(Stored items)
* * * *

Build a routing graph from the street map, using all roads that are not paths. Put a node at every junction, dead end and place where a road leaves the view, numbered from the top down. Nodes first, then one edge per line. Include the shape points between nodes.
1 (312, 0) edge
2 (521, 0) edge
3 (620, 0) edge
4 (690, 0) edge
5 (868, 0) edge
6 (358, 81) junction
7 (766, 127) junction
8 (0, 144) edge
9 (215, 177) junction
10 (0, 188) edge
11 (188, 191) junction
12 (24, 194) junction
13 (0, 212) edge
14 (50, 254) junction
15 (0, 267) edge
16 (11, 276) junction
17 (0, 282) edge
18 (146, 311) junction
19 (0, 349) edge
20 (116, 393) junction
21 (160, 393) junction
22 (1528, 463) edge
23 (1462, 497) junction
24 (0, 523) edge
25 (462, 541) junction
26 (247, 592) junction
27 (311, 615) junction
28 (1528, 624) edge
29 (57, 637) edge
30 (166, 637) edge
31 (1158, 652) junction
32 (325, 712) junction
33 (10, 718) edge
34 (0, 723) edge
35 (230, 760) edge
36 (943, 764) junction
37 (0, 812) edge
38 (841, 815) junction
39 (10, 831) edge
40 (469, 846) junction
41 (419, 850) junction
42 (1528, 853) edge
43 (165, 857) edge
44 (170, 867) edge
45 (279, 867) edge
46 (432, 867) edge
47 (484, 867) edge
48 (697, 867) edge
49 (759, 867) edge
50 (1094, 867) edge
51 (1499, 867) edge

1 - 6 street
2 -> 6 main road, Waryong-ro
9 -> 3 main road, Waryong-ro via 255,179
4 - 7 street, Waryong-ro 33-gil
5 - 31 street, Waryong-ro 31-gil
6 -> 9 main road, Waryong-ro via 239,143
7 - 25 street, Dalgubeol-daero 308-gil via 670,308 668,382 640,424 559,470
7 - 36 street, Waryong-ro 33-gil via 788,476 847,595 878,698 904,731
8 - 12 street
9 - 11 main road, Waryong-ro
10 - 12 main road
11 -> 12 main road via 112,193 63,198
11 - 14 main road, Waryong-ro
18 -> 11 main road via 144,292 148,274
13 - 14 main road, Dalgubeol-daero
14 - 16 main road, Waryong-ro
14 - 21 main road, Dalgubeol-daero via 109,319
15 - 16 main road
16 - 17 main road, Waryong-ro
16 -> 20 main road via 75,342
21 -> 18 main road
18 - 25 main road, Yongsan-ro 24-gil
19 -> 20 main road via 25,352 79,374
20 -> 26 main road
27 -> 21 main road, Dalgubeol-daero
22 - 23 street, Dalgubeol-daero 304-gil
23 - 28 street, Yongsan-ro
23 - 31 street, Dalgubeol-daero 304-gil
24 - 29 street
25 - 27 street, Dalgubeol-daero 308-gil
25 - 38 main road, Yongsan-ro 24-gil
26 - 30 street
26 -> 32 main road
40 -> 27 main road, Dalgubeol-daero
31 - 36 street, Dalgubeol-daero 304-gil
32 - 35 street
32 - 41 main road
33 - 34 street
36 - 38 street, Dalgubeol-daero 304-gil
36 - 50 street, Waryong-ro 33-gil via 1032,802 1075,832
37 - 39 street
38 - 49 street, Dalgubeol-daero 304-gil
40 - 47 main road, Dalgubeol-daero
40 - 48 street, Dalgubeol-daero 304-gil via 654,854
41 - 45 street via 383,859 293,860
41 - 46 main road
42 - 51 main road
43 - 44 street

* * * *

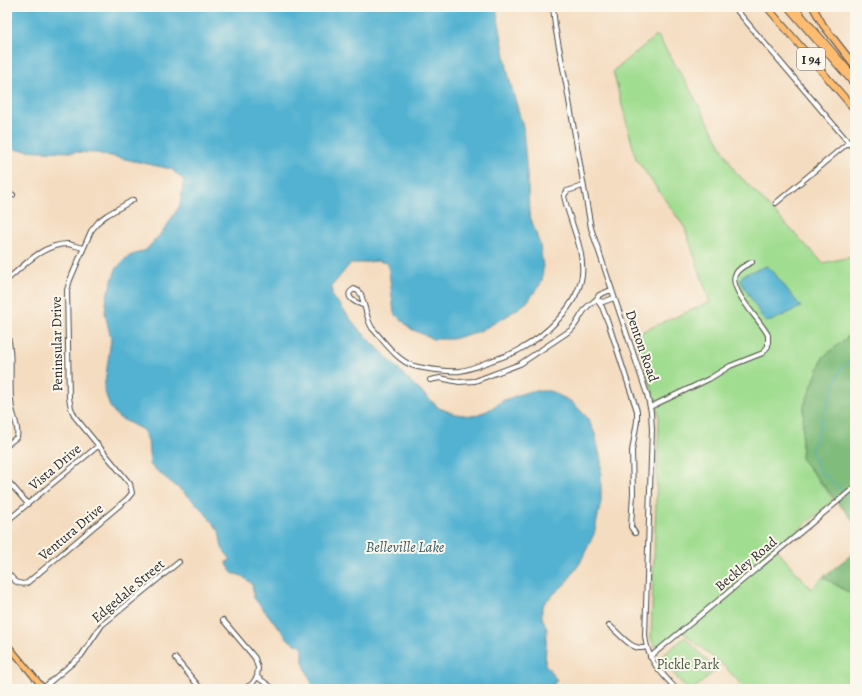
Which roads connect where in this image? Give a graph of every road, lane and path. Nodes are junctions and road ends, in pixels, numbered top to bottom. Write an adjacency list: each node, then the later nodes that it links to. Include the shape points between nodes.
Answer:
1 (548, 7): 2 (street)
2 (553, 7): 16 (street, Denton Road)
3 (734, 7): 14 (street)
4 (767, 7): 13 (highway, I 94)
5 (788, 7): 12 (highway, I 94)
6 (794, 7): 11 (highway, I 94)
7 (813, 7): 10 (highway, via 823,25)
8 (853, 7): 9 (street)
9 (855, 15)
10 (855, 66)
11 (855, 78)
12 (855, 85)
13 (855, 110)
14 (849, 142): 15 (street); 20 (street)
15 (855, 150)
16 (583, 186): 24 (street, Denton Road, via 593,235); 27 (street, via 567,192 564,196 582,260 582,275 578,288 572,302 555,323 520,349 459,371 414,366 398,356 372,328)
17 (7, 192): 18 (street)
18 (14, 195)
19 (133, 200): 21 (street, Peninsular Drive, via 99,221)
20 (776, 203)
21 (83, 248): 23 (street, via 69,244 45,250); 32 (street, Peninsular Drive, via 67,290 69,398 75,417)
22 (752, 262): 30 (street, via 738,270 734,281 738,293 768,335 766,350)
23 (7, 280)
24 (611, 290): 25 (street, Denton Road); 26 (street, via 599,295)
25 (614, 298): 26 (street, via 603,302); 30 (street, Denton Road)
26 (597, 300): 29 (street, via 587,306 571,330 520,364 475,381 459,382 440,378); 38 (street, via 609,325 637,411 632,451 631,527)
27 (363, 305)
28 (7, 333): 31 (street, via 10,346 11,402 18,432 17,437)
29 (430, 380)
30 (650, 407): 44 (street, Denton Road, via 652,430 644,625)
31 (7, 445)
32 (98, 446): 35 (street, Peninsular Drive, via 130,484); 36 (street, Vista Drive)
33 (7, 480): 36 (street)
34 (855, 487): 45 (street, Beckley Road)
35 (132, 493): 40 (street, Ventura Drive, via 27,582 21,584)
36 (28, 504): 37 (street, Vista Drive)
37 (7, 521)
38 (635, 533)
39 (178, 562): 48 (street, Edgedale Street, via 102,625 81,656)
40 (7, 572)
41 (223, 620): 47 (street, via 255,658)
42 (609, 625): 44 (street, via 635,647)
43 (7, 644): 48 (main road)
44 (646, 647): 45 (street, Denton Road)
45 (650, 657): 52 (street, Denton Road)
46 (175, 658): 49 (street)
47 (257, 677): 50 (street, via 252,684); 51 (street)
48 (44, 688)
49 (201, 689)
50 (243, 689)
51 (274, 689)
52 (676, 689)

* * * *

Problem requirements:
Filter the lines above, keeping and copying those that contain "where".

Solved problem:
Build a routing graph from the street map, using all roads that are not paths. Put a node at every junction, dead end and place where a road leaves the view, numbered from the top down. Nodes first, then one edge per line. Include the shape points between nodes.
Which roads connect where in this image? Give a graph of every road, lane and path. Nodes are junctions and road ends, in pixels, numbered top to bottom. Write an adjacency list: each node, then the later nodes that it links to. Include the shape points between nodes.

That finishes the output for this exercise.